Ho sempre preso le distanze da chi non ha sogni
ho perso tutto e ora non posso più giocarmi il jolly
sti giorni corrono e sta vita dura troppo poco
forse non basterebbe neanche se durasse il doppio
ricordo che da piccolo ero timido e impacciato
e avevo sempre un livido sul braccio come tatuato
lo nascondevo pure ai miei perché mi vergognavo
e i primi anni di scuola già capivo che una faccia da buono non mi avrebbe aiutato
emarginato si, solo e senza amico immaginario
mi tenevo tutto dentro, mai scritto un diario
di quel periodo non volevo rimanesse traccia
e quel “ti aspetto fuori” che suonava come una minaccia
vedevo gli altri così forti e sicuri di sè
io li con la testa piena di dubbi, di forse e di sè
e un “vaffanculo” al mondo che bloccavo tra lingua e palato
ma quando l’ho lasciato andare qualcosa ho imparato
E con lo zaino in spalla sempre pieno di libri
la gente mi chiedeva “Marco, perché non ridi”?
io mi nascondevo dietro un “no, non è niente”
ma nell’astuccio avevo tutto l’occorrente
una matita per descrivere com’è la realtà
una gomma per cancellare le mie fragilità
un taglierino per dividermi dal resto del mondo
e un righello per tirare dritto verso il mio sogno, e poi va come va...

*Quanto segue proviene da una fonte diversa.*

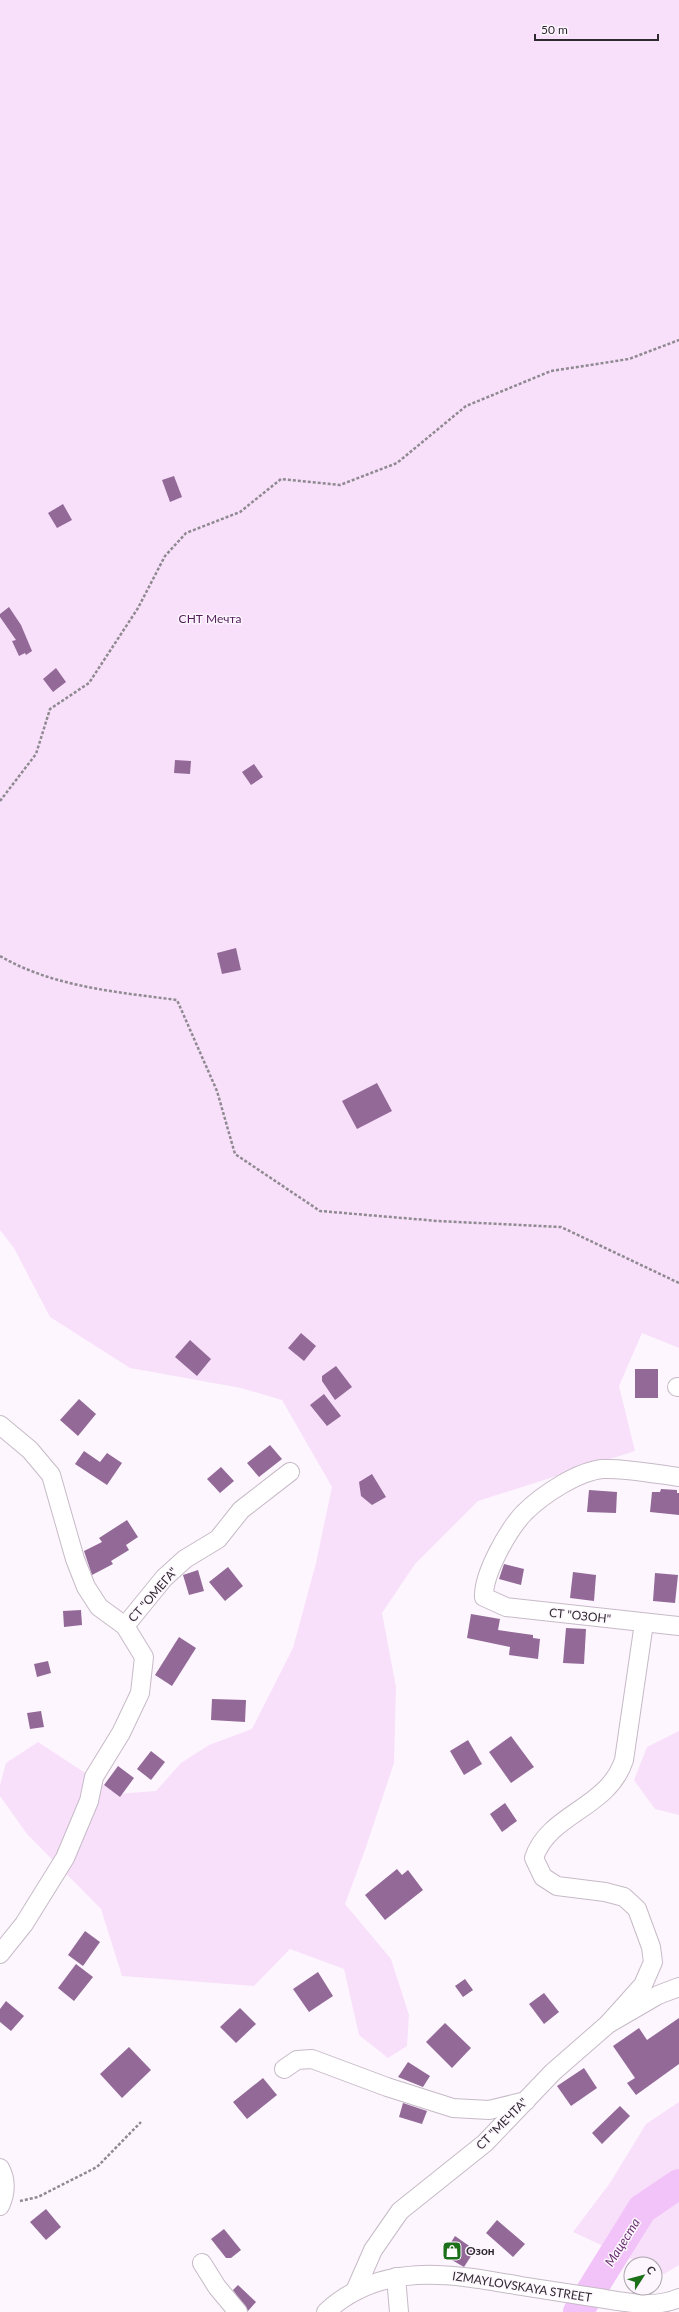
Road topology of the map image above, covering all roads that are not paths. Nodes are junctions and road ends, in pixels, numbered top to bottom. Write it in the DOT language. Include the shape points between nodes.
graph roads {
  1 [pos="0,1425"];
  2 [pos="290,1472"];
  3 [pos="679,1477"];
  4 [pos="644,1623"];
  5 [pos="125,1626"];
  6 [pos="679,1626"];
  7 [pos="0,1954"];
  8 [pos="679,1987"];
  9 [pos="608,2024"];
  10 [pos="284,2069"];
  11 [pos="526,2101"];
  12 [pos="0,2168"];
  13 [pos="0,2206"];
  14 [pos="202,2263"];
  15 [pos="396,2277"];
  16 [pos="355,2291"];
  17 [pos="673,2304"];
  18 [pos="238,2312"];
  19 [pos="326,2312"];
  20 [pos="398,2312"];
  1 -- 5 [label="street" via="30,1450 51,1475 75,1559 86,1587 99,1607"];
  2 -- 5 [label="street, СТ \"ОМЕГА\"" via="241,1510 218,1539 185,1559 164,1578"];
  3 -- 4 [label="street, СТ \"ОЗОН\"" via="602,1469 569,1479 524,1513 490,1569 484,1590 484,1597 506,1607"];
  4 -- 6 [label="street, СТ \"ОЗОН\""];
  4 -- 9 [label="street" via="620,1774 598,1799 570,1816 552,1831 538,1848 534,1858 543,1877 557,1886 624,1897 637,1909 651,1947 653,1962 643,1984"];
  5 -- 7 [label="street" via="144,1657 140,1693 121,1734 94,1777 89,1801 65,1858 24,1924"];
  8 -- 9 [label="street, СТ \"МЕЧТА\"" via="658,1995"];
  9 -- 11 [label="street, СТ \"МЕЧТА\"" via="563,2062"];
  10 -- 11 [label="street" via="297,2060 312,2059 387,2088 453,2108 489,2110"];
  11 -- 16 [label="street, СТ \"МЕЧТА\"" via="485,2143 400,2211 373,2250"];
  12 -- 13 [label="street" via="5,2177 5,2194"];
  14 -- 18 [label="street" via="217,2287"];
  15 -- 16 [label="street, IZMAYLOVSKAYA STREET" via="375,2281"];
  15 -- 17 [label="street, IZMAYLOVSKAYA STREET" via="462,2275 627,2303"];
  15 -- 20 [label="street"];
  16 -- 19 [label="street, IZMAYLOVSKAYA STREET"];
}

Ci ho ho sofferto così tanto che Dio solo sa
e pianto fino ad aver le palpebre di color porpora
ed ero ancora una crisalide
e se avessi avuto le ali non le avrei sbattute, fradice di lacrime
il prof diceva devi farti rispettare
e sul mio orgoglio altre ferite fresche da disinfettare
la famiglia fu tutto ciò che di buono la vita mi offrì
e so che per farmi coraggio si fecero “un cuore così”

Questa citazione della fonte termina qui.